What is being asked: Scan the data below and pick out the lines containing the word "other".
┄┄┄┄┄┄┄┄┄┄┄┄┄┄┄┄┄┄┄┄
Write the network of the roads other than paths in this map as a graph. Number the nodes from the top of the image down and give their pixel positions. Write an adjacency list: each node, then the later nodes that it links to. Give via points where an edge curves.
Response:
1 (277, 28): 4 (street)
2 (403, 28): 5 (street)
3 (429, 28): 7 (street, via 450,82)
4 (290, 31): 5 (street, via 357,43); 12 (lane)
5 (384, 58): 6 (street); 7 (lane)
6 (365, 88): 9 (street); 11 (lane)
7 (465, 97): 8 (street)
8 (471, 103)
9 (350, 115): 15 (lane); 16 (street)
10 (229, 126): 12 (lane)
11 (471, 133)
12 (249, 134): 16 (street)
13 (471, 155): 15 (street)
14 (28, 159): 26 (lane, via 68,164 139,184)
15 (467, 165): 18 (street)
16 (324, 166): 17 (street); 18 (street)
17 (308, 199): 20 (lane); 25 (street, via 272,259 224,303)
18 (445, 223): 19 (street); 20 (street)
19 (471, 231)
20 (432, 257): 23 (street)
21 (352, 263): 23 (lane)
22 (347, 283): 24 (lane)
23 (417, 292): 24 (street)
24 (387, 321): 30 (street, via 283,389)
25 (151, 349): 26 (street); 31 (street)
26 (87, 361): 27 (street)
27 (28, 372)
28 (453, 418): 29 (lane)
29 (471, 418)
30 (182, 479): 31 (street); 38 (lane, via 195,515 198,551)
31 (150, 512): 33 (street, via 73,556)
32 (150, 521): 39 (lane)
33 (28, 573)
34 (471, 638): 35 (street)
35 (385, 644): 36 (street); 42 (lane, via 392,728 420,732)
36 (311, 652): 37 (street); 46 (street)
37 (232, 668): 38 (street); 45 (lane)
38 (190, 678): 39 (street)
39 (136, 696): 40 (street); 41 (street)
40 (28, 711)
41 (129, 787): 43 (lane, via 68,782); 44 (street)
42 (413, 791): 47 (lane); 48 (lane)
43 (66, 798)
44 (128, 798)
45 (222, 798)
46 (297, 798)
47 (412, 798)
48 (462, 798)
┄┄┄┄┄┄┄┄┄┄┄┄┄┄┄┄┄┄┄┄
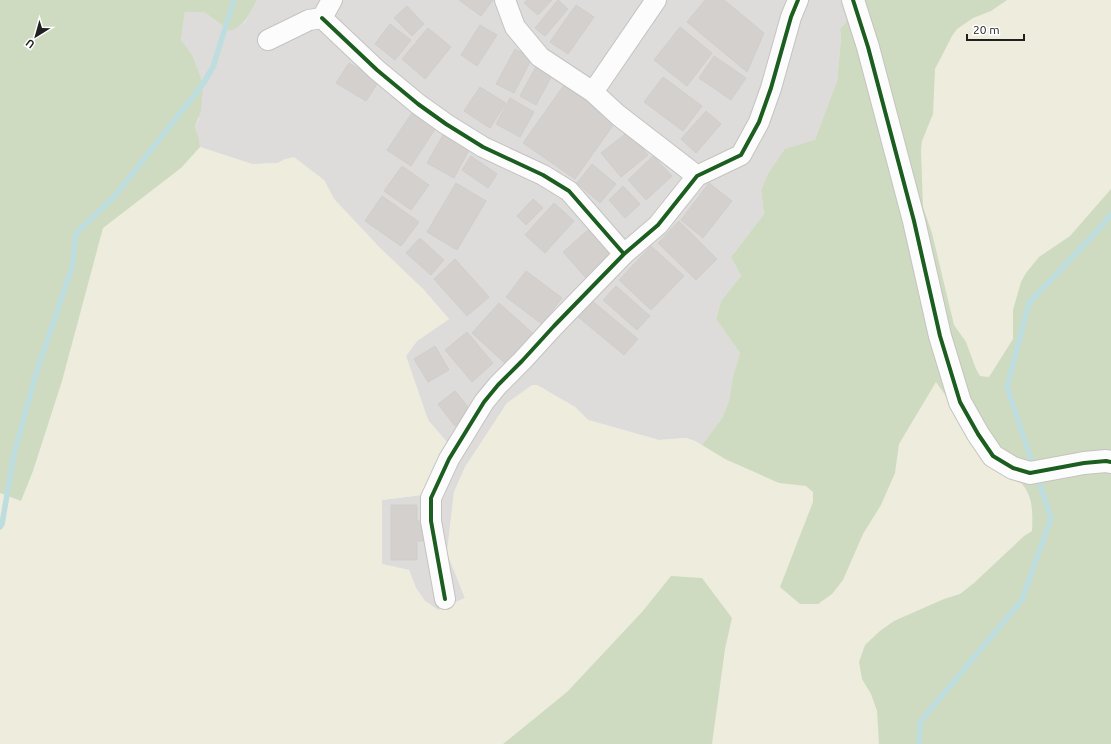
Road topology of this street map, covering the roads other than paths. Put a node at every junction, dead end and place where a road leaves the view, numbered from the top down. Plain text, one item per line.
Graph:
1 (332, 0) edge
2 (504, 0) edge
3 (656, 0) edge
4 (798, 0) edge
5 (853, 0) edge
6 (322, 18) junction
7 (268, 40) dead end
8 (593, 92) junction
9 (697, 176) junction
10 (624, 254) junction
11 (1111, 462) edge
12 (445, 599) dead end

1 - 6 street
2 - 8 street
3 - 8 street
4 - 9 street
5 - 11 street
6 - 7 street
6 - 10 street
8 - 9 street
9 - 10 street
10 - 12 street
┄┄┄┄┄┄┄┄┄┄┄┄┄┄┄┄┄┄┄┄
Answer to this problem:
Write the network of the roads other than paths in this map as a graph. Number the nodes from the top of the image down and give their pixel positions. Write an adjacency list: each node, then the later nodes that it links to. Give via points where an edge curves.
Road topology of this street map, covering the roads other than paths. Put a node at every junction, dead end and place where a road leaves the view, numbered from the top down. Plain text, one item per line.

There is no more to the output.